"Pay close attention to that man behind the curtain!"

Saturday, September 03, 2005


The looters. The looters! They're stealing stuff in the aftermath of Hurricane Katrina! People are shooting at rescue helicopters!

What the fuck?!

I have some guesses.

People are desperate. They're in fear for their lives. They're hungry and thirsty. Their homes are underwater. Water, water everywhere, but not a drop to drink. It's full of chemicals and human waste. Where do you think everybody is urinating and defecating? There's more pollution in that water than you could imagine. [UPDATE LINK]

The grocery stores aren't open, so you can't buy groceries. How long would you wait before you broke into a store to feed yourself and/or your family? What if you or your children have a chronic disease and your medicine is all underwater? Would you break into a pharmacy? Does waiting longer make you a better parent -- or does it make you a worse one?

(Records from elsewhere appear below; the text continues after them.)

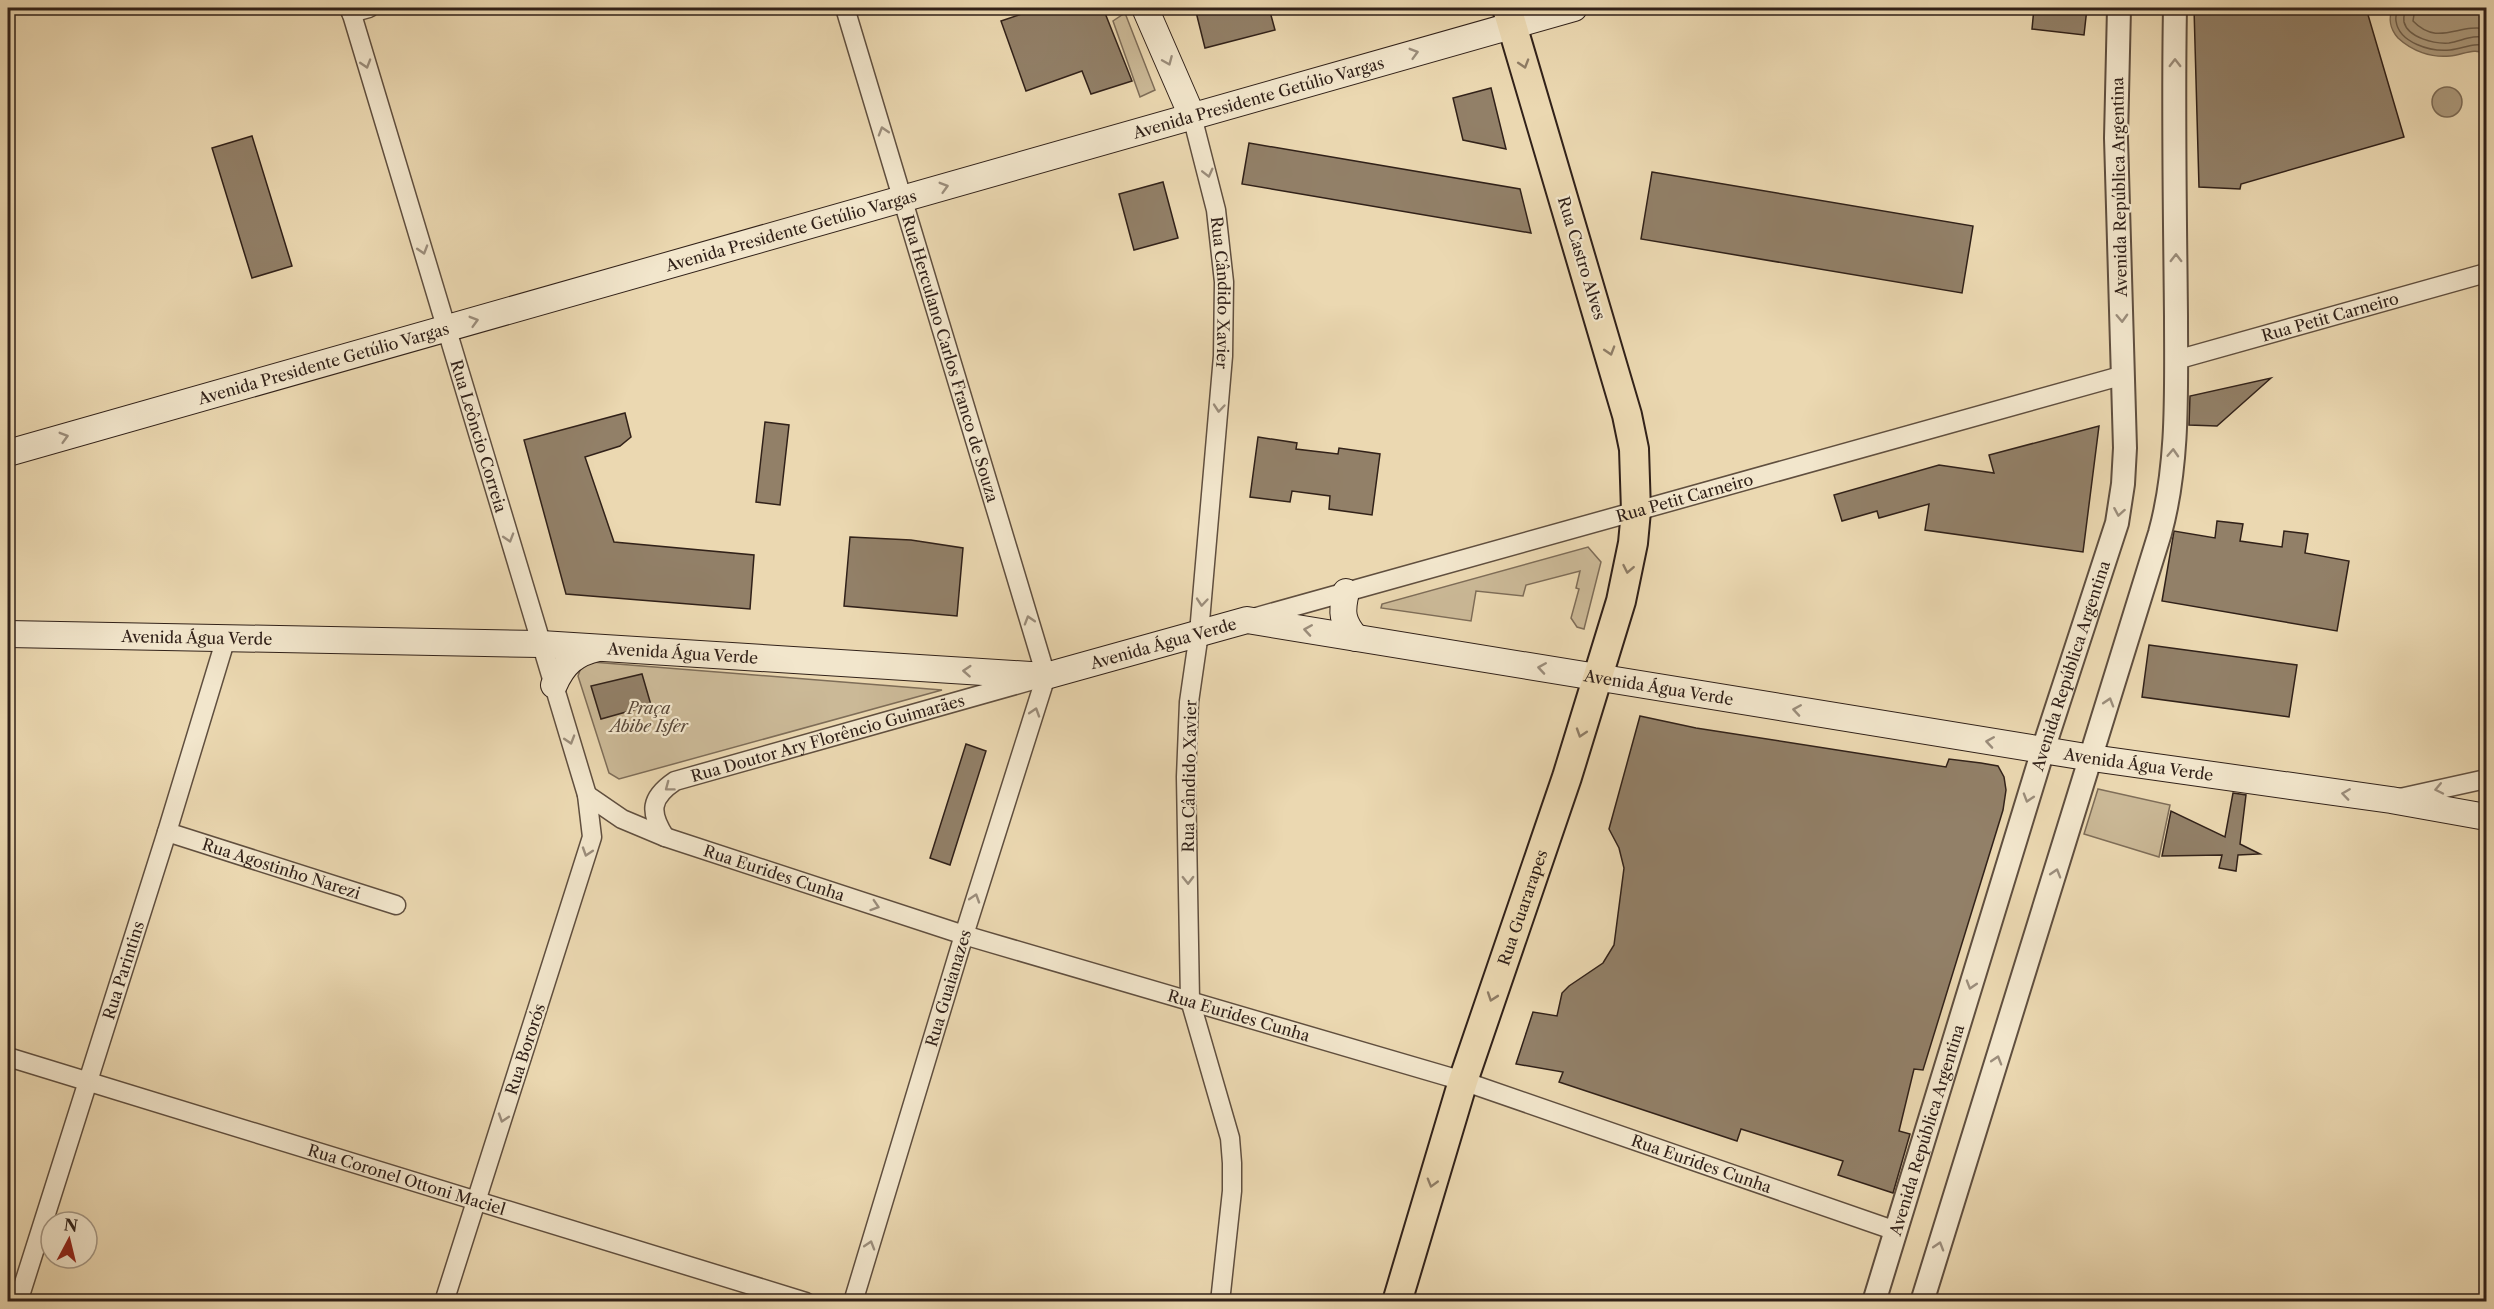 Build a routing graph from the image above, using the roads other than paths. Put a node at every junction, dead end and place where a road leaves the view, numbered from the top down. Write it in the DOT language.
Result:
graph roads {
  1 [pos="369,8"];
  2 [pos="845,8"];
  3 [pos="1145,8"];
  4 [pos="1574,8"];
  5 [pos="2119,8"];
  6 [pos="2175,8"];
  7 [pos="350,10"];
  8 [pos="1510,16"];
  9 [pos="1192,116"];
  10 [pos="903,198"];
  11 [pos="2487,273"];
  12 [pos="446,328"];
  13 [pos="2176,360"];
  14 [pos="2124,375"];
  15 [pos="8,453"];
  16 [pos="1636,511"];
  17 [pos="1346,592"];
  18 [pos="1247,620"];
  19 [pos="1199,633"];
  20 [pos="8,634"];
  21 [pos="226,638"];
  22 [pos="1356,638"];
  23 [pos="541,644"];
  24 [pos="601,647"];
  25 [pos="1046,676"];
  26 [pos="1599,678"];
  27 [pos="554,685"];
  28 [pos="2043,750"];
  29 [pos="2092,758"];
  30 [pos="2487,779"];
  31 [pos="587,795"];
  32 [pos="2391,800"];
  33 [pos="2487,817"];
  34 [pos="167,832"];
  35 [pos="665,837"];
  36 [pos="396,905"];
  37 [pos="964,935"];
  38 [pos="1190,1000"];
  39 [pos="8,1057"];
  40 [pos="1462,1081"];
  41 [pos="88,1083"];
  42 [pos="477,1199"];
  43 [pos="1896,1232"];
  44 [pos="18,1302"];
  45 [pos="444,1302"];
  46 [pos="806,1302"];
  47 [pos="854,1302"];
  48 [pos="1220,1302"];
  49 [pos="1397,1302"];
  50 [pos="1874,1302"];
  51 [pos="1922,1302"];
  1 -- 7 [label="street"];
  10 -- 2 [label="street, Rua Herculano Carlos Franco de Souza, one-way"];
  3 -- 9 [label="main road, Rua Cândido Xavier, one-way"];
  4 -- 8 [label="main road, Avenida Presidente Getúlio Vargas"];
  5 -- 14 [label="street, Avenida República Argentina, one-way"];
  13 -- 6 [label="street, one-way"];
  7 -- 12 [label="street, Rua Leôncio Correia, one-way"];
  9 -- 8 [label="main road, Avenida Presidente Getúlio Vargas, one-way"];
  8 -- 16 [label="main road, Rua Castro Alves, one-way"];
  10 -- 9 [label="main road, Avenida Presidente Getúlio Vargas, one-way"];
  9 -- 19 [label="street, Rua Cândido Xavier, one-way"];
  12 -- 10 [label="main road, Avenida Presidente Getúlio Vargas, one-way"];
  25 -- 10 [label="street, Rua Herculano Carlos Franco de Souza, one-way"];
  11 -- 13 [label="street, Rua Petit Carneiro"];
  15 -- 12 [label="main road, Avenida Presidente Getúlio Vargas, one-way"];
  12 -- 23 [label="street, Rua Leôncio Correia, one-way"];
  29 -- 13 [label="street, one-way"];
  14 -- 16 [label="street, Rua Petit Carneiro"];
  14 -- 28 [label="street, Avenida República Argentina, one-way"];
  16 -- 17 [label="street, Rua Petit Carneiro"];
  16 -- 26 [label="main road, Rua Guararapes, one-way"];
  17 -- 18 [label="street, Rua Petit Carneiro"];
  17 -- 22 [label="main road"];
  18 -- 19 [label="main road, Avenida Água Verde"];
  22 -- 18 [label="main road, Avenida Água Verde, one-way"];
  19 -- 25 [label="main road, Avenida Água Verde"];
  19 -- 38 [label="street, Rua Cândido Xavier, one-way"];
  20 -- 21 [label="main road, Avenida Água Verde"];
  21 -- 23 [label="main road, Avenida Água Verde"];
  21 -- 34 [label="street, Rua Parintins"];
  26 -- 22 [label="main road, Avenida Água Verde, one-way"];
  23 -- 24 [label="main road, Avenida Água Verde"];
  23 -- 27 [label="street, Rua Leôncio Correia"];
  25 -- 24 [label="main road, Avenida Água Verde, one-way"];
  24 -- 27 [label="main road"];
  25 -- 35 [label="street, Rua Doutor Ary Florêncio Guimarães, one-way"];
  37 -- 25 [label="street, Rua Guaianazes, one-way"];
  28 -- 26 [label="main road, Avenida Água Verde, one-way"];
  26 -- 40 [label="main road, Rua Guararapes, one-way"];
  27 -- 31 [label="street, Rua Leôncio Correia, one-way"];
  28 -- 29 [label="main road, Avenida Água Verde"];
  28 -- 43 [label="street, Avenida República Argentina, one-way"];
  32 -- 29 [label="main road, Avenida Água Verde, one-way"];
  51 -- 29 [label="street, one-way"];
  30 -- 32 [label="street, one-way"];
  31 -- 35 [label="street, Rua Eurides Cunha"];
  31 -- 42 [label="street, Rua Bororós, one-way"];
  32 -- 33 [label="main road, Avenida Água Verde"];
  34 -- 36 [label="street, Rua Agostinho Narezi"];
  34 -- 41 [label="street, Rua Parintins"];
  35 -- 37 [label="street, Rua Eurides Cunha, one-way"];
  37 -- 38 [label="street, Rua Eurides Cunha"];
  47 -- 37 [label="street, Rua Guaianazes, one-way"];
  38 -- 40 [label="street, Rua Eurides Cunha"];
  38 -- 48 [label="street, Rua Cândido Xavier"];
  39 -- 41 [label="street, Rua Coronel Ottoni Maciel"];
  40 -- 43 [label="street, Rua Eurides Cunha"];
  40 -- 49 [label="main road, Rua Guararapes, one-way"];
  41 -- 42 [label="street, Rua Coronel Ottoni Maciel"];
  41 -- 44 [label="street, Rua Parintins"];
  42 -- 45 [label="street, Rua Bororós"];
  42 -- 46 [label="street, Rua Coronel Ottoni Maciel"];
  43 -- 50 [label="street, Avenida República Argentina"];
} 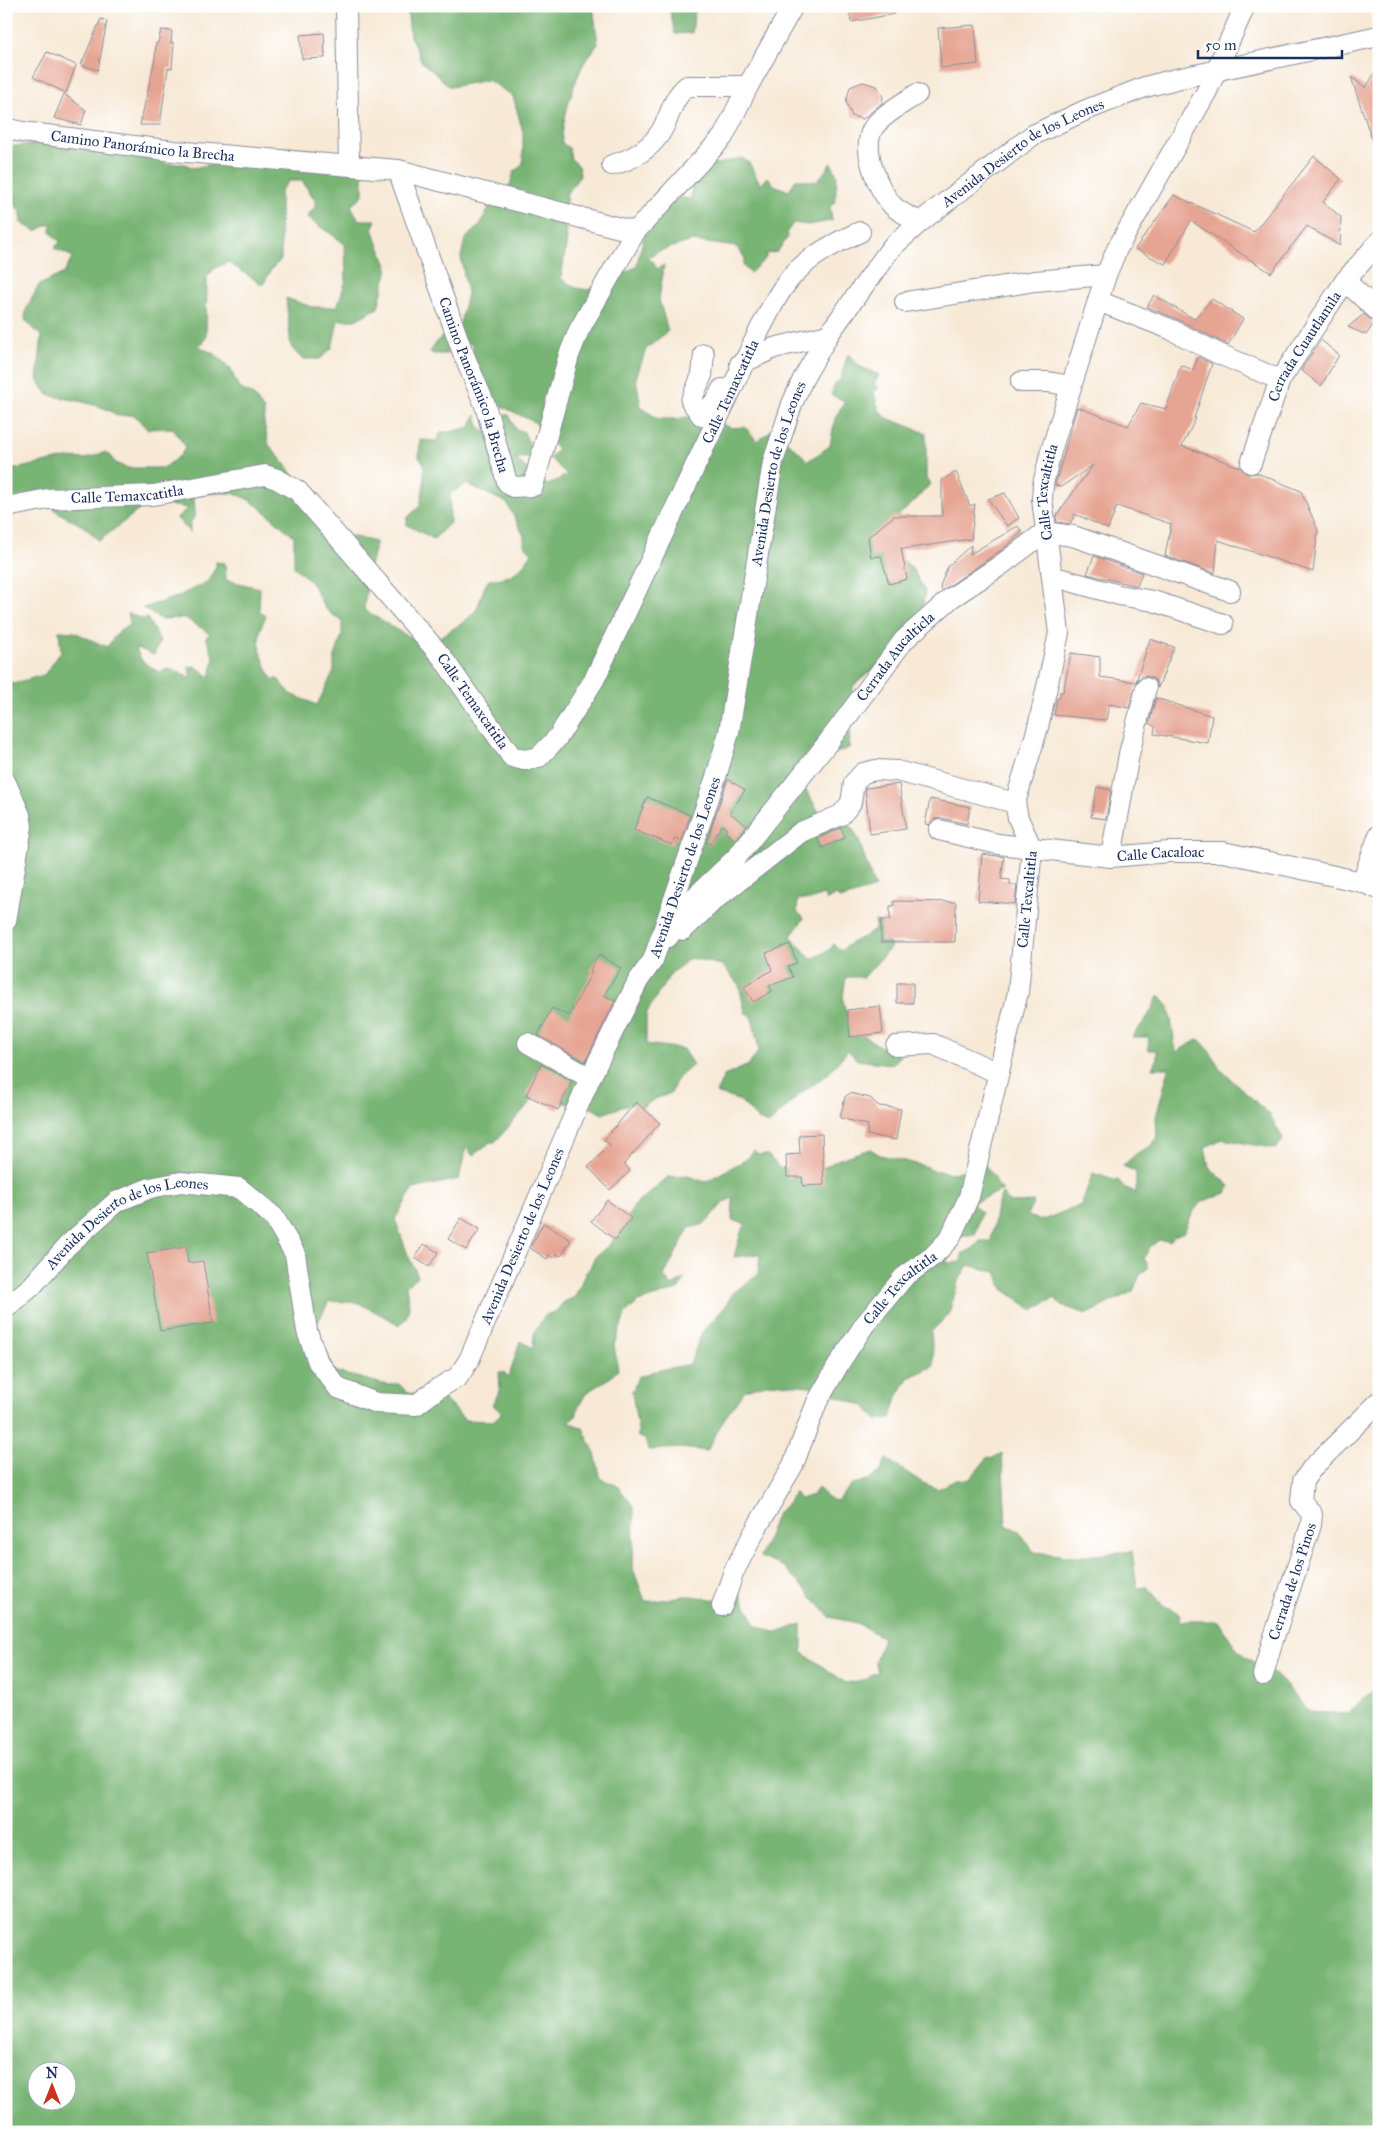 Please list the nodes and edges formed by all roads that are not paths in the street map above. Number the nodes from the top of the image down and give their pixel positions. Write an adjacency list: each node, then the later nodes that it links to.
1 (346, 6): 10 (street)
2 (793, 6): 6 (street, Camino Panorámico la Brecha)
3 (1245, 6): 5 (street, Calle Texcaltitla)
4 (1379, 36): 5 (street, Avenida Desierto de los Leones)
5 (1216, 71): 12 (street, Avenida Desierto de los Leones); 16 (street, Calle Texcaltitla)
6 (748, 86): 9 (street); 13 (street, Camino Panorámico la Brecha)
7 (917, 94): 12 (street)
8 (6, 128): 10 (street, Camino Panorámico la Brecha)
9 (612, 165)
10 (349, 166): 11 (street, Camino Panorámico la Brecha)
11 (398, 170): 13 (street, Camino Panorámico la Brecha); 13 (street, Camino Panorámico la Brecha)
12 (920, 222): 21 (street, Avenida Desierto de los Leones)
13 (634, 232)
14 (860, 232): 23 (street, Calle Temaxcatitla)
15 (1379, 242): 17 (street, Cerrada Cuautlamila)
16 (1106, 275): 18 (street, Calle Texcaltitla); 19 (street)
17 (1344, 281): 20 (street); 24 (street, Cerrada Cuautlamila)
18 (1098, 301): 24 (street); 26 (street, Calle Texcaltitla)
19 (905, 302)
20 (1379, 312)
21 (828, 335): 23 (street); 42 (street, Avenida Desierto de los Leones)
22 (704, 354): 23 (street)
23 (746, 361): 28 (street, Calle Temaxcatitla)
24 (1280, 380): 27 (street, Cerrada Cuautlamila)
25 (1021, 382): 26 (street)
26 (1071, 386): 29 (street, Calle Texcaltitla)
27 (1251, 463)
28 (6, 507)
29 (1045, 532): 30 (street, Calle Texcaltitla); 31 (street); 42 (street, Cerrada Aucalticla)
30 (1052, 576): 32 (street); 35 (street, Calle Texcaltitla)
31 (1230, 591)
32 (1224, 624)
33 (1146, 688): 39 (street)
34 (6, 783): 41 (street)
35 (1015, 803): 38 (street, Calle Texcaltitla); 42 (street)
36 (939, 830): 38 (street, Calle Cacaloac)
37 (1379, 835): 40 (street)
38 (1032, 849): 39 (street, Calle Cacaloac); 45 (street, Calle Texcaltitla)
39 (1111, 857): 40 (street, Calle Cacaloac)
40 (1370, 885)
41 (6, 921)
42 (653, 960): 46 (street, Avenida Desierto de los Leones)
43 (528, 1043): 46 (street)
44 (896, 1046): 45 (street)
45 (998, 1073): 49 (street, Calle Texcaltitla)
46 (590, 1078): 47 (street, Avenida Desierto de los Leones)
47 (6, 1308)
48 (1379, 1402): 50 (street, Cerrada de los Pinos)
49 (722, 1606)
50 (1263, 1675)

The governor of Lousiana, Kathleen Blanco(-in-the-brain-o) says that you will be shot if you are caught looting. Wouldn't that just make you feel like a wounded animal that has been cornered? What would you do? (And by the way, with storm damages in the billions, do you really give a flying fuck on a rolling doughnut if somebody steals a TV from Wal-Mart?)

Can you imagine being stuck on the roof of your home in one of the inundated areas where helicopters pass by again and again and don't ever pick you up? What would you do? At what point would you shoot a gun to get their attention? How many times would you allow them to ignore you before you tried to get the boat for yourself? How desperate would you have to be before you started thinking, "Hell, I'm gonna die otherwise. Maybe if I shoot at that motherfuckin' chopper, that'll get their damn attention"?

Pretty desperate? Then perhaps you have an idea of the situation in New Orleans.

In normal times, these kinds of things present ethical dilemmas. But these are by no means normal times.

The rats. The rats! They're eating the dead in the streets of New Orleans. Police have abandoned their posts. Things are exploding. Nothing to eat or drink, nowhere to sleep or to shit. No way out. Nobody helping. Time is running out.

How would you feel? Can you even imagine? If you weren't quite sure what disenfranchisement meant before, the treatment of the victims of this storm ought to make it crystal clear.